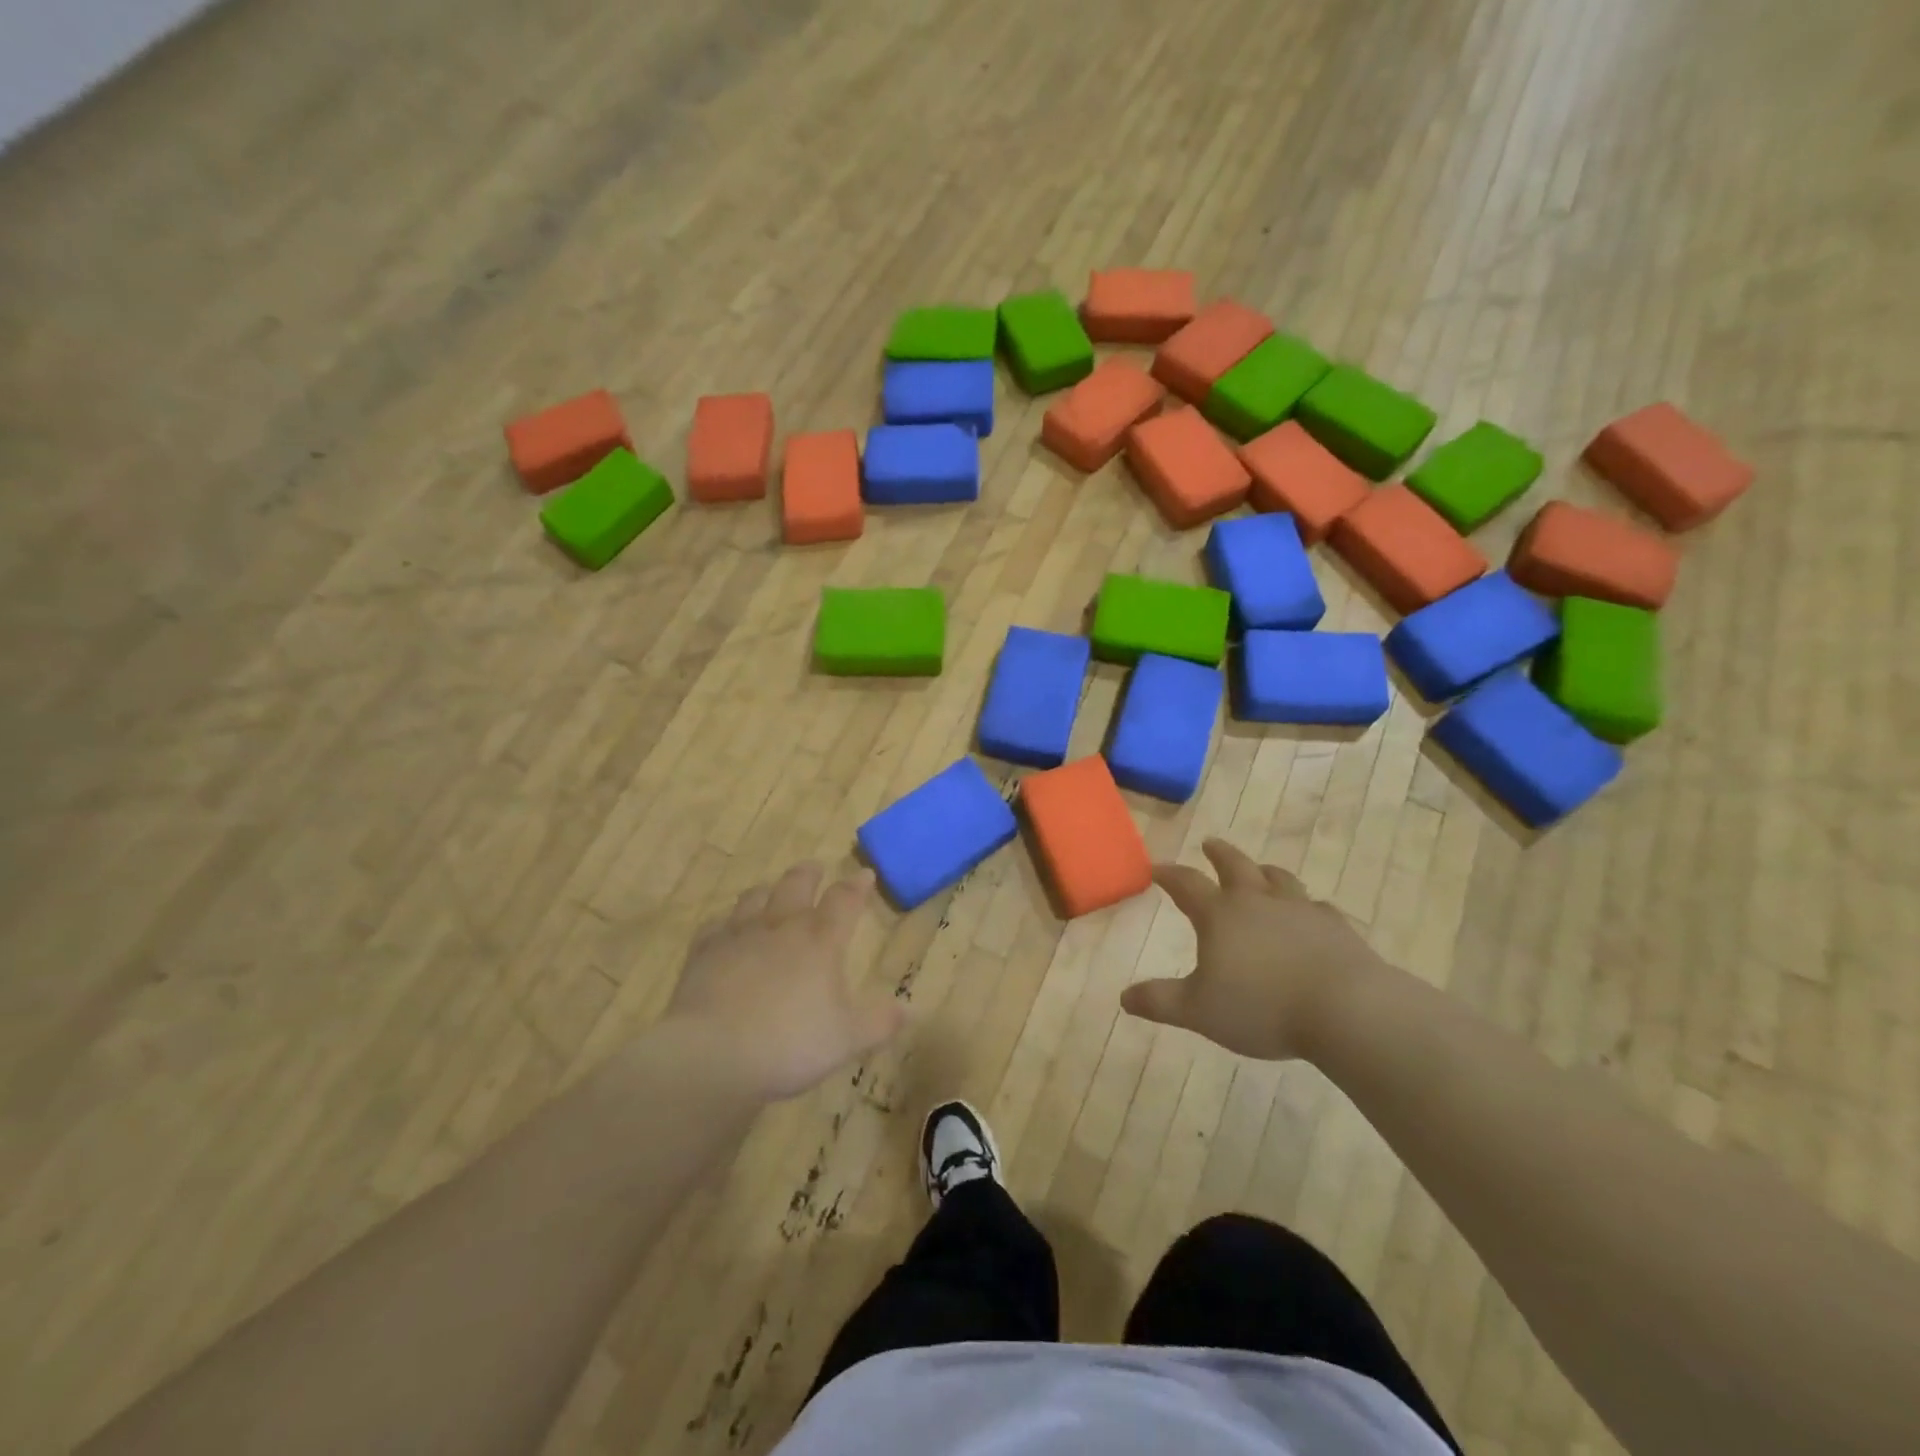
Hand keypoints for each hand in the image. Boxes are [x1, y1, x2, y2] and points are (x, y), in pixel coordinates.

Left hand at [666, 863, 905, 1101]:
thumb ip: (879, 1023)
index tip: (865, 874)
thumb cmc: (789, 1043)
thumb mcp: (846, 1040)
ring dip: (768, 890)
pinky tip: (726, 928)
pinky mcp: (704, 952)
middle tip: (815, 869)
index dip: (857, 885)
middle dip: (809, 874)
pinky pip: (716, 925)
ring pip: (755, 897)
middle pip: (796, 884)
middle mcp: (781, 926)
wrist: (712, 1055)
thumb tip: (909, 1010)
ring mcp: (739, 935)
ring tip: (772, 891)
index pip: (844, 900)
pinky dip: (726, 921)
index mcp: (820, 940)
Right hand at [1120, 839, 1384, 1060]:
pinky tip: (1311, 913)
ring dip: (1264, 871)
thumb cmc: (1262, 1007)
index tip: (1155, 868)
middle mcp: (1257, 901)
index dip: (1168, 875)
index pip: (1186, 884)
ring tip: (1260, 870)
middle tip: (1210, 844)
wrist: (1345, 1009)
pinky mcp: (1335, 927)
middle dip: (1219, 854)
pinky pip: (1318, 907)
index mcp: (1220, 915)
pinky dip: (1307, 906)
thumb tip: (1124, 997)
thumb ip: (1160, 1001)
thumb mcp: (1198, 1011)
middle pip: (1235, 865)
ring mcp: (1300, 910)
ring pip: (1278, 878)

- Task to carry out:
Extract, exactly, the lines above that begin at the line containing "pinky dip: (726, 921)" and end at the final line of the records; add no other text.

- Your solution:
pinky dip: (726, 921)
index mcp: (820, 940)
Right hand at [1120, 839, 1384, 1060]:
pinky tip: (1311, 913)
ring dip: (1264, 871)
thumb cmc: (1262, 1007)
index tip: (1155, 868)
middle mcp: (1257, 901)
index dip: (1168, 875)
index pip: (1186, 884)
ring tip: (1260, 870)
middle tip: (1210, 844)
wrist: (1345, 1009)
pinky mcp: (1335, 927)
middle dip: (1219, 854)
pinky pip: (1318, 907)
index mcp: (1220, 915)
pinky dip: (1307, 906)
thumb tip: (1124, 997)
thumb ip: (1160, 1001)
thumb mcp: (1198, 1011)
middle pip: (1235, 865)
ring mcp: (1300, 910)
ring pip: (1278, 878)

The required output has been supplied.